■ Prompt: Every entry is to be printed again precisely as given.

■ Input records:
····················

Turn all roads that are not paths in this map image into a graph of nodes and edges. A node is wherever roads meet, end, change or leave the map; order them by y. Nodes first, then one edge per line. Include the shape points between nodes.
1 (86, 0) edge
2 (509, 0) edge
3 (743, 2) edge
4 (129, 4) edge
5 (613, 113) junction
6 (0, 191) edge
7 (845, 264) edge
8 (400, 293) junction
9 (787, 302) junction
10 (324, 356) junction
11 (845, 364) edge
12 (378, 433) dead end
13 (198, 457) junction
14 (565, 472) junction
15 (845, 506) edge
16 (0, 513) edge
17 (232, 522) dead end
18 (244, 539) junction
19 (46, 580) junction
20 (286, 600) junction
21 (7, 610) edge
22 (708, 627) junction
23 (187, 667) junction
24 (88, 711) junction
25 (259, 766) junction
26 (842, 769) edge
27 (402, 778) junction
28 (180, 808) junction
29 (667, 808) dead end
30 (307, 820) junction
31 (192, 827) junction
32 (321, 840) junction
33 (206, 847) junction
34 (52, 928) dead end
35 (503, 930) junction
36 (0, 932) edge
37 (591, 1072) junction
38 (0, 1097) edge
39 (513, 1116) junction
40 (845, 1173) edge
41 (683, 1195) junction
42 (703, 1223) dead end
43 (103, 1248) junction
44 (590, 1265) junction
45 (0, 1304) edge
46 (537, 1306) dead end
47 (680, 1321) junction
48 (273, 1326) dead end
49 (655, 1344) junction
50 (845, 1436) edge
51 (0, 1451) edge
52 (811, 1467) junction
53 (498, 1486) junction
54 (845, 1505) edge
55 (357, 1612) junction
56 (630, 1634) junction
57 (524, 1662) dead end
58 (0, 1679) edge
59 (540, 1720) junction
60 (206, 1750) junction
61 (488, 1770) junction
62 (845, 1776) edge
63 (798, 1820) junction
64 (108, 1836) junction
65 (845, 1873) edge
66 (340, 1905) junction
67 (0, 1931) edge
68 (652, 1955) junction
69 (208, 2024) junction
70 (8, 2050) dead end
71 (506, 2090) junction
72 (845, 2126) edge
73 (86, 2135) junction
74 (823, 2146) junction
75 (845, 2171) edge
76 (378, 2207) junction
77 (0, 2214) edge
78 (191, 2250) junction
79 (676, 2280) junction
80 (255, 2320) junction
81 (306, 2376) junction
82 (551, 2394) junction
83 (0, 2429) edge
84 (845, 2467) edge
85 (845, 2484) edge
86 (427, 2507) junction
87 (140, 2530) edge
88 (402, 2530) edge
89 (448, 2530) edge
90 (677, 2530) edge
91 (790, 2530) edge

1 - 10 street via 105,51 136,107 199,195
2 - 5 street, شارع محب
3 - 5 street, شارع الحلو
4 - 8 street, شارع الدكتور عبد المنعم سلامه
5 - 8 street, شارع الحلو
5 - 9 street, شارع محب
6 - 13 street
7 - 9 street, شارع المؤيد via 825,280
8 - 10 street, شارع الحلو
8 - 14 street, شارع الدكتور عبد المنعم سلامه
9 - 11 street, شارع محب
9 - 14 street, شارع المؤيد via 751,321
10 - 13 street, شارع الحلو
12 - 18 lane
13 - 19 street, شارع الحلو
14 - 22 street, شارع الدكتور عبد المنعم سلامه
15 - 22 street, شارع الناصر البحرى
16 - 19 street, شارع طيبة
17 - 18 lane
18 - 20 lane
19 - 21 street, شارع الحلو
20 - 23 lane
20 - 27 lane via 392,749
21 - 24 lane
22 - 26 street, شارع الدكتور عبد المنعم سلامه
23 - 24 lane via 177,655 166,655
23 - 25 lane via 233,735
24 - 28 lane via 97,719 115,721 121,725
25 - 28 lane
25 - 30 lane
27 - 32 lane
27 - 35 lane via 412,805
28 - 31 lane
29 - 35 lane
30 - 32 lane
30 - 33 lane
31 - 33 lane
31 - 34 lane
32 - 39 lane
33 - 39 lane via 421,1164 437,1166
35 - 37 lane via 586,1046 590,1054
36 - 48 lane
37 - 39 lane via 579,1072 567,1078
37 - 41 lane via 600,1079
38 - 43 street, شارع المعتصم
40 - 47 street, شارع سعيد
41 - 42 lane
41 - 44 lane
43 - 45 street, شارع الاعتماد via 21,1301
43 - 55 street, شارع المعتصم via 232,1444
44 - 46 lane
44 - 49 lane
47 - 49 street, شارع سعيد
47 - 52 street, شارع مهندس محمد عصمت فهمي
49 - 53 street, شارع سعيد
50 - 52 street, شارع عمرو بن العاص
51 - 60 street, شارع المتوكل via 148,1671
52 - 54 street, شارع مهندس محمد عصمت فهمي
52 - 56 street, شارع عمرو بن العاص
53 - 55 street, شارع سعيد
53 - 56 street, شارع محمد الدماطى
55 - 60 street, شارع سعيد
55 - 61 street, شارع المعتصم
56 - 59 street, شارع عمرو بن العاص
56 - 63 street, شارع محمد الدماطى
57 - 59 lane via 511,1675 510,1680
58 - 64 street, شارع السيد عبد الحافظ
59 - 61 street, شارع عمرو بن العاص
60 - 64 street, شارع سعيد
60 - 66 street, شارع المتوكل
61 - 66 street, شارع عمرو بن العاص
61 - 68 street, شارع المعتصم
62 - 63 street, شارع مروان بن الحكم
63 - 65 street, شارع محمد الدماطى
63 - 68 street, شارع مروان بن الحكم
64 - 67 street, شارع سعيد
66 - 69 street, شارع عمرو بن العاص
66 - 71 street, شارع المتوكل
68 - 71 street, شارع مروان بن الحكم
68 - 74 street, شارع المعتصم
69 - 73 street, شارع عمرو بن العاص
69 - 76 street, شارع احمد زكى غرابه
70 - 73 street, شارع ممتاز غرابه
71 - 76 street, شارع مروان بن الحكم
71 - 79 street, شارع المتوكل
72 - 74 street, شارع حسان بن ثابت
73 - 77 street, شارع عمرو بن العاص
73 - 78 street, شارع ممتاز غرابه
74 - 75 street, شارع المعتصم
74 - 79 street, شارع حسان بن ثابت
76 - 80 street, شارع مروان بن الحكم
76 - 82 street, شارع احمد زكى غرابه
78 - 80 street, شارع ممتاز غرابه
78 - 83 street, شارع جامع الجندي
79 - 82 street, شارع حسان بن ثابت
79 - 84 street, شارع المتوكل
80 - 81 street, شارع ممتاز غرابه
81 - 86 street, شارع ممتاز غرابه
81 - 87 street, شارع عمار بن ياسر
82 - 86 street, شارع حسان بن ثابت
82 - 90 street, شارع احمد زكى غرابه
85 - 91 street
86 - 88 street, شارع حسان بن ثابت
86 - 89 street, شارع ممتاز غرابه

····················

■ Completed task:
Turn all roads that are not paths in this map image into a graph of nodes and edges. A node is wherever roads meet, end, change or leave the map; order them by y. Nodes first, then one edge per line. Include the shape points between nodes.
1 (86, 0) edge
2 (509, 0) edge
3 (743, 2) edge
4 (129, 4) edge
5 (613, 113) junction
6 (0, 191) edge
7 (845, 264) edge
8 (400, 293) junction
9 (787, 302) junction
10 (324, 356) junction
11 (845, 364) edge
12 (378, 433) dead end
13 (198, 457) junction
14 (565, 472) junction
15 (845, 506) edge
16 (0, 513) edge
17 (232, 522) dead end
18 (244, 539) junction
19 (46, 580) junction
20 (286, 600) junction
21 (7, 610) edge
22 (708, 627) junction
23 (187, 667) junction
24 (88, 711) junction
25 (259, 766) junction
26 (842, 769) edge
27 (402, 778) junction
28 (180, 808) junction
29 (667, 808) dead end
30 (307, 820) junction
31 (192, 827) junction
32 (321, 840) junction
33 (206, 847) junction
34 (52, 928) dead end
35 (503, 930) junction
36 (0, 932) edge
37 (591, 1072) junction
38 (0, 1097) edge
39 (513, 1116) junction
40 (845, 1173) edge
41 (683, 1195) junction
42 (703, 1223) dead end
43 (103, 1248) junction
44 (590, 1265) junction
45 (0, 1304) edge
46 (537, 1306) dead end
47 (680, 1321) junction
48 (273, 1326) dead end
49 (655, 1344) junction
50 (845, 1436) edge
51 (0, 1451) edge
52 (811, 1467) junction
53 (498, 1486) junction
54 (845, 1505) edge
55 (357, 1612) junction
56 (630, 1634) junction
57 (524, 1662) dead end
58 (0, 1679) edge
59 (540, 1720) junction
60 (206, 1750) junction
61 (488, 1770) junction
62 (845, 1776) edge
63 (798, 1820) junction
64 (108, 1836) junction
65 (845, 1873) edge
66 (340, 1905) junction
67 (0, 1931) edge
68 (652, 1955) junction
69 (208, 2024) junction
70 (8, 2050) dead end
71 (506, 2090) junction
72 (845, 2126) edge
73 (86, 2135) junction
74 (823, 2146) junction
75 (845, 2171) edge
76 (378, 2207) junction
77 (0, 2214) edge
78 (191, 2250) junction
79 (676, 2280) junction
80 (255, 2320) junction
81 (306, 2376) junction
82 (551, 2394) junction
83 (0, 2429) edge
84 (845, 2467) edge
85 (845, 2484) edge
86 (427, 2507) junction
87 (140, 2530) edge
88 (402, 2530) edge
89 (448, 2530) edge
90 (677, 2530) edge
91 (790, 2530) edge

1 - 10 street via 105,51 136,107 199,195
2 - 5 street, شارع محب
3 - 5 street, شارع الحلو
4 - 8 street, شارع الدكتور عبد المنعم سلامه
5 - 8 street, شارع الحلو
5 - 9 street, شارع محب
6 - 13 street
7 - 9 street, شارع المؤيد via 825,280
8 - 10 street, شارع الحلو
8 - 14 street, شارع الدكتور عبد المنعم سلامه
9 - 11 street, شارع محب
9 - 14 street, شارع المؤيد via 751,321
10 - 13 street, شارع الحلو
12 - 18 lane
13 - 19 street, شارع الحلو
14 - 22 street, شارع الدكتور عبد المنعم سلامه
15 - 22 street, شارع الناصر البحرى
16 - 19 street, شارع طيبة
17 - 18 lane
18 - 20 lane
19 - 21 street, شارع الحلو
20 - 23 lane
20 - 27 lane via 392,749
21 - 24 lane
22 - 26 street, شارع الدكتور عبد المنعم سلامه
23 - 24 lane via 177,655 166,655
23 - 25 lane via 233,735
24 - 28 lane via 97,719 115,721 121,725
25 - 28 lane
25 - 30 lane
27 - 32 lane
27 - 35 lane via 412,805
28 - 31 lane
29 - 35 lane
30 - 32 lane
30 - 33 lane
31 - 33 lane
31 - 34 lane
32 - 39 lane
33 - 39 lane via 421,1164 437,1166
35 - 37 lane via 586,1046 590,1054
36 - 48 lane
37 - 39 lane via 579,1072 567,1078
37 - 41 lane via 600,1079
38 - 43 street, شارع المعتصم
40 - 47 street, شارع سعيد
41 - 42 lane
41 - 44 lane
43 - 45 street, شارع الاعتماد via 21,1301
43 - 55 street, شارع المعتصم via 232,1444
44 - 46 lane
44 - 49 lane
47 - 49 street, شارع سعيد
47 - 52 street, شارع مهندس محمد عصمت فهمي
49 - 53 street, شارع سعيد
50 - 52 street, شارع عمرو بن العاص
51 - 60 street, شارع المتوكل via 148,1671
52 - 54 street, شارع مهندس محمد عصمت فهمي
52 - 56 street, شارع عمرو بن العاص
53 - 55 street, شارع سعيد
53 - 56 street, شارع محمد الدماطى
55 - 60 street, شارع سعيد
55 - 61 street, شارع المعتصم
56 - 59 street, شارع عمرو بن العاص
56 - 63 street, شارع محمد الدماطى
57 - 59 lane via 511,1675 510,1680
58 - 64 street, شارع السيد عبد الحافظ
59 - 61 street, شارع عمرو بن العاص
60 - 64 street, شارع سعيد
60 - 66 street, شارع المتوكل
61 - 66 street, شارع عمرو بن العاص
61 - 68 street, شارع المعتصم
62 - 63 street, شارع مروان بن الحكم
63 - 65 street, شارع محمد الدماطى
63 - 68 street, شارع مروان بن الحكم
64 - 67 street, شارع سعيد
66 - 69 street, شارع عمرو بن العاص
66 - 71 street, شارع المتوكل
68 - 71 street, شارع مروان بن الحكم
68 - 74 street, شارع المعتصم
69 - 73 street, شارع عمرو بن العاص
69 - 76 street, شارع احمد زكى غرابه
70 - 73 street, شارع ممتاز غرابه
71 - 76 street, شارع مروان بن الحكم
71 - 79 street, شارع المتوكل
72 - 74 street, شارع حسان بن ثابت
73 - 77 street, شارع عمرو بن العاص
73 - 78 street, شارع ممتاز غرابه
74 - 75 street, شارع المعتصم
74 - 79 street, شارع حسان بن ثابت
76 - 80 street, شارع مروان بن الحكم
76 - 82 street, شارع احمد زكى غرابه
78 - 80 street, شارع ممتاز غرابه
78 - 83 street, شارع جامع الجندي
79 - 82 street, شارع حسان بن ثابت
79 - 84 street, شارع المتوكل
80 - 81 street, شارع ممتاز غرابه
81 - 86 street, شارع ممتاز غرابه
81 - 87 street, شارع عمار بن ياسر
82 - 86 street, شارع حسان بن ثابت
82 - 90 street, شارع احمد زكى غرابه
85 - 91 street
86 - 88 street, شارع حسان بن ثابت
86 - 89 street, شارع ممتاز غرابه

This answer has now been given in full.